The group emphasized that that the Republican budget reconciliation law that President Donald Trump signed in July is projected to have a range of economic impacts on Maine, including a $450 million decline in statewide economic output, the loss of 4,300 state jobs, and the loss of $700 million in revenue at the state's hospitals due to Medicaid cuts.
“Maine needs a sustainable and universal healthcare system now. Poll after poll show people want Medicare for All. Our leaders can let the current health system continue collapsing—harming families, communities, and the economy of our state—or they can meet the moment and fight like hell to enact change that protects both the people and the future of the state," said David Jolly, a Maine AllCare board member. "That is the work Mainers elected them to do and that is what they must do now.”
Despite the broad popularity of the proposal to expand the Medicare program to everyone in the US—a system that would cost less than the current for-profit health insurance system does, according to numerous studies—supporters, including the 17 cosponsors of the Medicare for All bill in the US Senate and the 110 cosponsors in the US House, continue to face attacks from establishment politicians regarding the cost and feasibility of the proposal.
On Monday, Rep. Ro Khanna (D-Calif.) explained to Fox News anchor Maria Bartiromo how the Affordable Care Act that was passed by the Democratic Party is "not the solution" to the country's healthcare crisis, because it keeps in place the for-profit health insurance industry.
"The solution, as everyone knows, in my view, who has studied this, is Medicare for All," said Khanna. "People should have national health insurance. Healthcare is a human right. You should not be subject to these private insurance companies that have 18% admin costs, that are making billions of dollars in profits."

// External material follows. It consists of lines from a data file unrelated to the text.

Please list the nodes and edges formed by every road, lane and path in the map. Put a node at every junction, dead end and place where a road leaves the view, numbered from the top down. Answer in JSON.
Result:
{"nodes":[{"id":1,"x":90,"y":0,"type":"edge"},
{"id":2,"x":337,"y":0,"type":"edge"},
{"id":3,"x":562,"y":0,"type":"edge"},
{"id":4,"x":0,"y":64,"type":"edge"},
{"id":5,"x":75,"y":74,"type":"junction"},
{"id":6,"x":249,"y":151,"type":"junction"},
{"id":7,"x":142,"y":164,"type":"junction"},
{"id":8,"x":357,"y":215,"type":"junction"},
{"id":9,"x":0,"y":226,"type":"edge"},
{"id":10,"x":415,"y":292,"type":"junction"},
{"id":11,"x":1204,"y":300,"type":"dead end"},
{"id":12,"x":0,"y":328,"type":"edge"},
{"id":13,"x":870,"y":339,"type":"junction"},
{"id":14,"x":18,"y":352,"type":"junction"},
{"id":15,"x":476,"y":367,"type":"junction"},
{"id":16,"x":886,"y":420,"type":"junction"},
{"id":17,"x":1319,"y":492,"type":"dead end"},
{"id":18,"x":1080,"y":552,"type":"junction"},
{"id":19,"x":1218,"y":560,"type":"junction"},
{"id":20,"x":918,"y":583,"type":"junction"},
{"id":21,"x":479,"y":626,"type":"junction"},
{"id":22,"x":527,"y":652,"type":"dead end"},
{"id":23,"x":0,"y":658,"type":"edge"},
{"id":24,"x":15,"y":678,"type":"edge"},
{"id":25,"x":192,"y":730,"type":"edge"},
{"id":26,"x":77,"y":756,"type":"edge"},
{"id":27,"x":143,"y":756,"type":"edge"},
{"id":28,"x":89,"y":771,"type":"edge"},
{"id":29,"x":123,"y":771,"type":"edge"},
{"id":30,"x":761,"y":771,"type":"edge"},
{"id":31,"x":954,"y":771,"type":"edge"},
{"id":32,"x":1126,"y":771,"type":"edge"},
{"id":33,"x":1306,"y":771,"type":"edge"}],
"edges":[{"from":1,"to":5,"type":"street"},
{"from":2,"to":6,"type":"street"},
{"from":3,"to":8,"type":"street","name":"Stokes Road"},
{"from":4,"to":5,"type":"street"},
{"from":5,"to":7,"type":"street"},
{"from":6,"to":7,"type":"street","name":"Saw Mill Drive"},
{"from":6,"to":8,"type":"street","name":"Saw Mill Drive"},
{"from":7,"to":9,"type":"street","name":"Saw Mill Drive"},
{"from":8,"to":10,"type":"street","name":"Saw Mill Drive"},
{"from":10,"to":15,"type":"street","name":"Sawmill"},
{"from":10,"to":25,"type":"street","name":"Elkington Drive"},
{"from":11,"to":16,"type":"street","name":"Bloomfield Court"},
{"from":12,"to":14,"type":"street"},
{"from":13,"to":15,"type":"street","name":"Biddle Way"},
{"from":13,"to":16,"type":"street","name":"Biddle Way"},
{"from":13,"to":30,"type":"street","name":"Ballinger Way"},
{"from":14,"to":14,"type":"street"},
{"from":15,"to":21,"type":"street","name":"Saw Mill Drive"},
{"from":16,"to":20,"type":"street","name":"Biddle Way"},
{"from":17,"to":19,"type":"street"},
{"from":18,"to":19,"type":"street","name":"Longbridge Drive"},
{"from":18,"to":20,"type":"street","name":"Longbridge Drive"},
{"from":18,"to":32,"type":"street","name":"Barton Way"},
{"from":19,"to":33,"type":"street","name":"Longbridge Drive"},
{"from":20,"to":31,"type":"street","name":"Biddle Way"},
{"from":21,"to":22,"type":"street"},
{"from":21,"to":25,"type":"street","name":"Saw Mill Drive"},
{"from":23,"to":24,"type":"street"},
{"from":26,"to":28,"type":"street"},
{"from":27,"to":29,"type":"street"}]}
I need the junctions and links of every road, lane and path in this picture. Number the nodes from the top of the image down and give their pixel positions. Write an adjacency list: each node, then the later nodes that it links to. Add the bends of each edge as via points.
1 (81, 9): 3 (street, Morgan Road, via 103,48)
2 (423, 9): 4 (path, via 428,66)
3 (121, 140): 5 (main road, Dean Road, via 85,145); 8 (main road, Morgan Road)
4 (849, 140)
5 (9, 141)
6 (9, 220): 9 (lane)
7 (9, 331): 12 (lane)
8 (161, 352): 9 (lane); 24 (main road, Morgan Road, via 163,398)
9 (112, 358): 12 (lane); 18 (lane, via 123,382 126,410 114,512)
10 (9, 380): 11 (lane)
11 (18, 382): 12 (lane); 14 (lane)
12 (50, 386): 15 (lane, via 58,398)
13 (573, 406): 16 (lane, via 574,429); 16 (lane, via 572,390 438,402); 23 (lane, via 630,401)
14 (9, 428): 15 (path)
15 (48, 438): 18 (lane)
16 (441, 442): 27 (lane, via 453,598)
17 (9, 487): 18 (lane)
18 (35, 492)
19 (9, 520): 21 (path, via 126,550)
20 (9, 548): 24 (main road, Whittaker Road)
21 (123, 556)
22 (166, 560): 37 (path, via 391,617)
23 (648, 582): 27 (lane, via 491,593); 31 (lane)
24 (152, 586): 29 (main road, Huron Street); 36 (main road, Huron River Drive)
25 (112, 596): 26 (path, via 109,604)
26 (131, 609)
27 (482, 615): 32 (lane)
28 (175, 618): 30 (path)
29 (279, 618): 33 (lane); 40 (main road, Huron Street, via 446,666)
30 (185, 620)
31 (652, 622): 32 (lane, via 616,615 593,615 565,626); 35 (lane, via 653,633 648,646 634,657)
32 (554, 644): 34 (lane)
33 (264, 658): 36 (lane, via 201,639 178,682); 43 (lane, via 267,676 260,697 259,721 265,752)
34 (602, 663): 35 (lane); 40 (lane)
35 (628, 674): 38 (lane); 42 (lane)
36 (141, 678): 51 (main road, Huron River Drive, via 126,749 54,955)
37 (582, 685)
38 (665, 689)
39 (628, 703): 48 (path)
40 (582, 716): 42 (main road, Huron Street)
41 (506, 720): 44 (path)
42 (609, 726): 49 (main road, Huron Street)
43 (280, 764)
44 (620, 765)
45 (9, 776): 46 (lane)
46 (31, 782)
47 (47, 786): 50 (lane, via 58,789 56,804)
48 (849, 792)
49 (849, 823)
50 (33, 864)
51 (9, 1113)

I made the case for Medicare for All on @MorningsMaria with @MariaBartiromo with facts and basic economics. https://t.co/ExZpCNQT7B pic.twitter.com/F226Kutv16
— Ro Khanna (@RoKhanna) December 15, 2025
Sen. Jeff Merkley (D-Ore.) also spoke out in favor of the proposal, pointing to the recent Data for Progress poll that showed 65% of Americans and 78% of Democrats backing Medicare for All.
"Healthcare is a human right. That’s why we need Medicare for All," said Merkley. "We need to simplify our system and make sure folks can get the care they need, when they need it. And the American people agree!"